Data shown
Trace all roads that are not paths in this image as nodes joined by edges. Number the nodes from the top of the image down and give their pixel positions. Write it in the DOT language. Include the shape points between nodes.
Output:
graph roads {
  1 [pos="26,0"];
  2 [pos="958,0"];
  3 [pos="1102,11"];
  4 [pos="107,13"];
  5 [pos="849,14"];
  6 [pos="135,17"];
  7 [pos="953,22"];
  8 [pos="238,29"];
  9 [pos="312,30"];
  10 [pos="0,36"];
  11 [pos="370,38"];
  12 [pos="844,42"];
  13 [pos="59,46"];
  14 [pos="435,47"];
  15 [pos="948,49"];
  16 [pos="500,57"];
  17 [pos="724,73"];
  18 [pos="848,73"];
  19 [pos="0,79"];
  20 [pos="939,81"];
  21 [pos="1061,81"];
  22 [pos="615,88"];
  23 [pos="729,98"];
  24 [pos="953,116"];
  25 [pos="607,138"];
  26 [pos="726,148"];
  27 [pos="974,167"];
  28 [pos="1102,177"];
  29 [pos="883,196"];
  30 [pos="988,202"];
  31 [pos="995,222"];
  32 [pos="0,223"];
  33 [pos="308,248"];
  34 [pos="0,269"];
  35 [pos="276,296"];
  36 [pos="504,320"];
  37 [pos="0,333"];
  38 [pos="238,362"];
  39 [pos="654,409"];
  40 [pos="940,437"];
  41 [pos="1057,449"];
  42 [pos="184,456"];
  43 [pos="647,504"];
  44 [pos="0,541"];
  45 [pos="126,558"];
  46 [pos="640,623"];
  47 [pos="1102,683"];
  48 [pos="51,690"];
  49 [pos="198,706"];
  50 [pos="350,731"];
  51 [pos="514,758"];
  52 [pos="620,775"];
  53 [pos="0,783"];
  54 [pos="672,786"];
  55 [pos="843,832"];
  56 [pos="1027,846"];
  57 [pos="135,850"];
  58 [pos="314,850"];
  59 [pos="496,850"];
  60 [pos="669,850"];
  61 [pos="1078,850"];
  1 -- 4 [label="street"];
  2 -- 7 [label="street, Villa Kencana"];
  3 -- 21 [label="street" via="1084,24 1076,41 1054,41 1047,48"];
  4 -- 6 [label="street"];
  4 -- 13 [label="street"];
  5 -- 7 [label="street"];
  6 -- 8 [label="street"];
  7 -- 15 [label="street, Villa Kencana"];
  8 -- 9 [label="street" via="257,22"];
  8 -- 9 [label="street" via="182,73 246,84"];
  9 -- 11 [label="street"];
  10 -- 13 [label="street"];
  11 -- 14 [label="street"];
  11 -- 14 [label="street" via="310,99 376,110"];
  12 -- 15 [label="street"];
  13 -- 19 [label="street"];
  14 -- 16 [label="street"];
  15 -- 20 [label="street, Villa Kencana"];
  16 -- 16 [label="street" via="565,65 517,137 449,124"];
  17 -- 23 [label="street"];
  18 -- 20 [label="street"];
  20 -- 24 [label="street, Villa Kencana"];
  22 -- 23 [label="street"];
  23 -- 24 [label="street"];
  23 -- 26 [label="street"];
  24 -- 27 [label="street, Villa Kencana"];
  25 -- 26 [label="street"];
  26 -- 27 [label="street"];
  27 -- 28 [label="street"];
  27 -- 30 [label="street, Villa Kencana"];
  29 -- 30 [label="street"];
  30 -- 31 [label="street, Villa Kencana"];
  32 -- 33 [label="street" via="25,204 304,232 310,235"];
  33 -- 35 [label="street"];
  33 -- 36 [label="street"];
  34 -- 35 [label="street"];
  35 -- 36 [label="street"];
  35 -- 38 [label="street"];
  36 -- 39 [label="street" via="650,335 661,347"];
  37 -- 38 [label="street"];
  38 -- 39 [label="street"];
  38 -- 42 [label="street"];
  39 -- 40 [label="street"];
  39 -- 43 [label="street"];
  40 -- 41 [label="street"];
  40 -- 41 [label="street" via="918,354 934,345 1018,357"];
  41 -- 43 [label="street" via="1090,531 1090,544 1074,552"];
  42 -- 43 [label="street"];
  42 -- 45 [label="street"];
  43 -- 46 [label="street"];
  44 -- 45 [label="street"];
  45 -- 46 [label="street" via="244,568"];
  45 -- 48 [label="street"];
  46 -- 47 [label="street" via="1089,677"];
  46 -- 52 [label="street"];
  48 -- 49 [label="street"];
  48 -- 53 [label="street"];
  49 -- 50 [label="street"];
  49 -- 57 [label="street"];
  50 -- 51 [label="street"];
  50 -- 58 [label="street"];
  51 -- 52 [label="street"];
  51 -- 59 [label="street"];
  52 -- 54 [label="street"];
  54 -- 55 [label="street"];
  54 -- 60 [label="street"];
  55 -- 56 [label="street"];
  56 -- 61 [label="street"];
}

What is being asked
Write out each entry again, leaving every word as it is.

Response to the task
Trace all roads that are not paths in this image as nodes joined by edges. Number the nodes from the top of the image down and give their pixel positions. Write it in the DOT language. Include the shape points between nodes.
Output:
graph roads {
  1 [pos="26,0"];
  2 [pos="958,0"];
  3 [pos="1102,11"];
  4 [pos="107,13"];
  5 [pos="849,14"];
  6 [pos="135,17"];
  7 [pos="953,22"];
  8 [pos="238,29"];
  9 [pos="312,30"];
  10 [pos="0,36"];
  11 [pos="370,38"];
  12 [pos="844,42"];
  13 [pos="59,46"];
  14 [pos="435,47"];
  15 [pos="948,49"];
  16 [pos="500,57"];
  17 [pos="724,73"];
  18 [pos="848,73"];
  19 [pos="0,79"];
  20 [pos="939,81"];
  21 [pos="1061,81"];
  22 [pos="615,88"];
  23 [pos="729,98"];
  24 [pos="953,116"];
  25 [pos="607,138"];
  26 [pos="726,148"];
  27 [pos="974,167"];
  28 [pos="1102,177"];
  29 [pos="883,196"];
  30 [pos="988,202"];
  31 [pos="995,222"];
  32 [pos="0,223"];
  33 [pos="308,248"];
  34 [pos="0,269"];
  35 [pos="276,296"];
  36 [pos="504,320"];
  37 [pos="0,333"];
  38 [pos="238,362"];
  39 [pos="654,409"];
  40 [pos="940,437"];
  41 [pos="1057,449"];
  42 [pos="184,456"];
  43 [pos="647,504"];
  44 [pos="0,541"];
  45 [pos="126,558"];
  46 [pos="640,623"];
  47 [pos="1102,683"];
  48 [pos="51,690"];
  49 [pos="198,706"];
  50 [pos="350,731"];
  51 [pos="514,758"];
  52 [pos="620,775"];
  53 [pos="0,783"];
  54 [pos="672,786"];
  55 [pos="843,832"];
  56 [pos="1027,846"];
  57 [pos="135,850"];
  58 [pos="314,850"];
  59 [pos="496,850"];
  60 [pos="669,850"];
  61 [pos="1078,850"];
  1 -- 4 [label="street"];
  2 -- 7 [label="street, Villa Kencana"];
  3 -- 21 [label="street" via="1084,24 1076,41 1054,41 1047,48"];
  4 -- 6 [label="street"];
  4 -- 13 [label="street"];
  5 -- 7 [label="street"];
  6 -- 8 [label="street"];
  7 -- 15 [label="street, Villa Kencana"];
  8 -- 9 [label="street" via="257,22"];
  8 -- 9 [label="street" via="182,73 246,84"];
  9 -- 11 [label="street"];
  10 -- 13 [label="street"];
  11 -- 14 [label="street"];
  11 -- 14 [label="street" via="310,99 376,110"];
  12 -- 15 [label="street"];
  13 -- 19 [label="street"];
  14 -- 16 [label="street"];
  15 -- 20 [label="street, Villa Kencana"];
  16 -- 16 [label="street" via="565,65 517,137 449,124"];
  17 -- 23 [label="street"];
  18 -- 20 [label="street"];
  20 -- 24 [label="street, Villa Kencana"];
  22 -- 23 [label="street"];
  23 -- 24 [label="street"];
  23 -- 26 [label="street"];
  24 -- 27 [label="street, Villa Kencana"];
  25 -- 26 [label="street"];
  26 -- 27 [label="street"];
  27 -- 28 [label="street"];
  27 -- 30 [label="street, Villa Kencana"];
  29 -- 30 [label="street"];
  30 -- 31 [label="street, Villa Kencana"];
  32 -- 33 [label="street" via="25,204 304,232 310,235"];
  33 -- 35 [label="street"];
  33 -- 36 [label="street"];
  34 -- 35 [label="street"];
  35 -- 36 [label="street"];
  35 -- 38 [label="street"];
  36 -- 39 [label="street" via="650,335 661,347"];
  37 -- 38 [label="street"];
  38 -- 39 [label="street"];
  38 -- 42 [label="street"];
  39 -- 40 [label="street"];
  39 -- 43 [label="street"];
  40 -- 41 [label="street"];
  40 -- 41 [label="street" via="918,354 934,345 1018,357"];
  41 -- 43 [label="street" via="1090,531 1090,544 1074,552"];
  42 -- 43 [label="street"];
  42 -- 45 [label="street"];
  43 -- 46 [label="street"];
  44 -- 45 [label="street"];
  45 -- 46 [label="street" via="244,568"];
  45 -- 48 [label="street"];
  46 -- 47 [label="street" via="1089,677"];
  46 -- 52 [label="street"];
  48 -- 49 [label="street"];
  48 -- 53 [label="street"];
  49 -- 50 [label="street"];
  49 -- 57 [label="street"];
  50 -- 51 [label="street"];
  50 -- 58 [label="street"];
  51 -- 52 [label="street"];
  51 -- 59 [label="street"];
  52 -- 54 [label="street"];
  54 -- 55 [label="street"];
  54 -- 60 [label="street"];
  55 -- 56 [label="street"];
  56 -- 61 [label="street"];
}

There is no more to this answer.